Consider a discrete time signal
Consider a discrete time signal \(y[n]=\frac{\sin (\pi n / 5)}{\pi n}+\cos (\pi n / 10) .\) Let's build the continuous time representation of \(y[n]\) using \(T_{s}=1 / 10\) as follows:
$$ y_{\delta}(t)=\sum_{n=-\infty}^{\infty} y[n] \delta\left(t-n T_{s}\right)=\sum_{n=-\infty}^{\infty} y[n] \delta(t-n / 10) $$
Choose the right expression for \(Y_{\delta}(j \omega)\).
(Hint: You can first sketch \(Y\left(e^{j \Omega}\right)\). Then, you can obtain the sketch of \(Y_{\delta}(j \omega)\) from \(Y\left(e^{j \Omega}\right)\). Note that in the earlier lecture on sampling, we derived that \(Y_{\delta}(j \omega)=\left.Y\left(e^{j \Omega}\right)\right|_{\Omega=\omega T_{x}}=Y\left(e^{j \omega T_{\nu}}\right)\).
In the past lectures and homework, we have practiced steps to obtain the plot of \(Y\left(e^{j \Omega}\right)\) from the plot of \(Y_{\delta}(j \omega)\) several times. You can reverse these steps to obtain the plot of \(Y_{\delta}(j \omega)\) from the plot of \(Y\left(e^{j \Omega}\right) .\) It will be easier to obtain the answer if you sketch the spectrums.)
(a) \(Y_{\delta}(j \omega)\) is \(20 \pi\)-periodic. For \(\omega \in[-10 \pi, 10 \pi], Y_{\delta}(j \omega)=\operatorname{rect}\left(\frac{\omega}{4 \pi}\right)+10 \pi \delta(\omega-\pi)+10 \pi \delta(\omega+\pi)\)
(b) \(Y_{\delta}(j \omega)\) is \(20 \pi\)-periodic.
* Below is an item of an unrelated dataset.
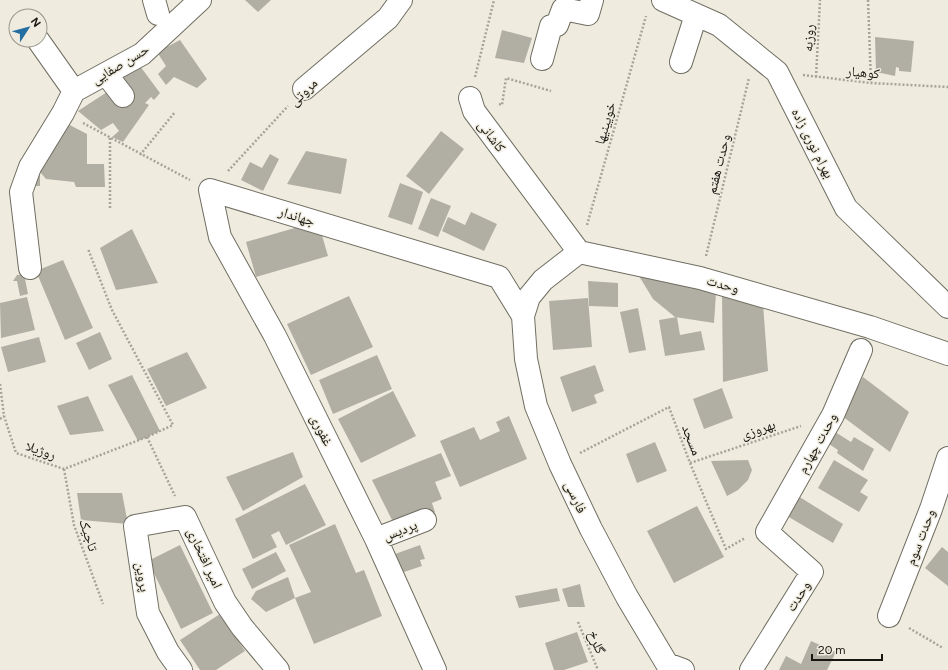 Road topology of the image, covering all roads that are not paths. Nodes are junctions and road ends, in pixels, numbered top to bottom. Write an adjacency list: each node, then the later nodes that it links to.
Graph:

For \(\omega \in[-10 \pi, 10 \pi], Y_{\delta}(j \omega)=\operatorname{rect}\left(\frac{\omega}{4 \pi}\right)+\pi \delta(\omega-\pi)+\pi \delta(\omega+\pi)\).
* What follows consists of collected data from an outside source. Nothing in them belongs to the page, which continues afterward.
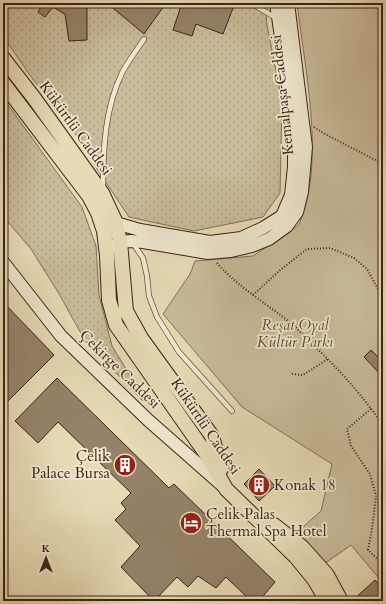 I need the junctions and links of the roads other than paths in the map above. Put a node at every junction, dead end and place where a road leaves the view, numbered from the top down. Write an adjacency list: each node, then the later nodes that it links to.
1 (251, 3): 4 (lane)
2 (276, 3): 4 (main road, Kemalpaşa Caddesi)
3 (288, 3): 11 (main road, Kemalpaşa Caddesi)
4 (279, 20): 10 (main road, Kemalpaşa Caddesi)
5 (144, 39): 8 (lane)
6 (3, 58): 8 (main road, Kükürtlü Caddesi)
7 (3, 83): 9 (main road, Kükürtlü Caddesi)
8 (102, 193): 10 (main road, Kükürtlü Caddesi)
9 (98, 213): 10 (main road, Kemalpaşa Caddesi); 12 (main road, Kükürtlü Caddesi)
10 (116, 223): 11 (main road, Kükürtlü Caddesi)
11 (126, 241): 12 (main road); 14 (lane); 15 (main road, Kükürtlü Caddesi)
12 (108, 256): 15 (main road, Kükürtlü Caddesi)
13 (3, 262): 15 (main road, Çekirge Caddesi)
14 (232, 411)
15 (226, 489): 16 (main road, Çekirge Caddesi); 17 (main road, Çekirge Caddesi)
16 (327, 601)
17 (341, 601)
(c) \(Y_{\delta}(j \omega)\) is \(20 \pi\)-periodic. For \(\omega \in[-10 \pi, 10 \pi], Y_{\delta}(j \omega)=10 \cdot \operatorname{rect}\left(\frac{\omega}{4 \pi}\right)+10 \pi \delta(\omega-\pi)+10 \pi \delta(\omega+\pi)\).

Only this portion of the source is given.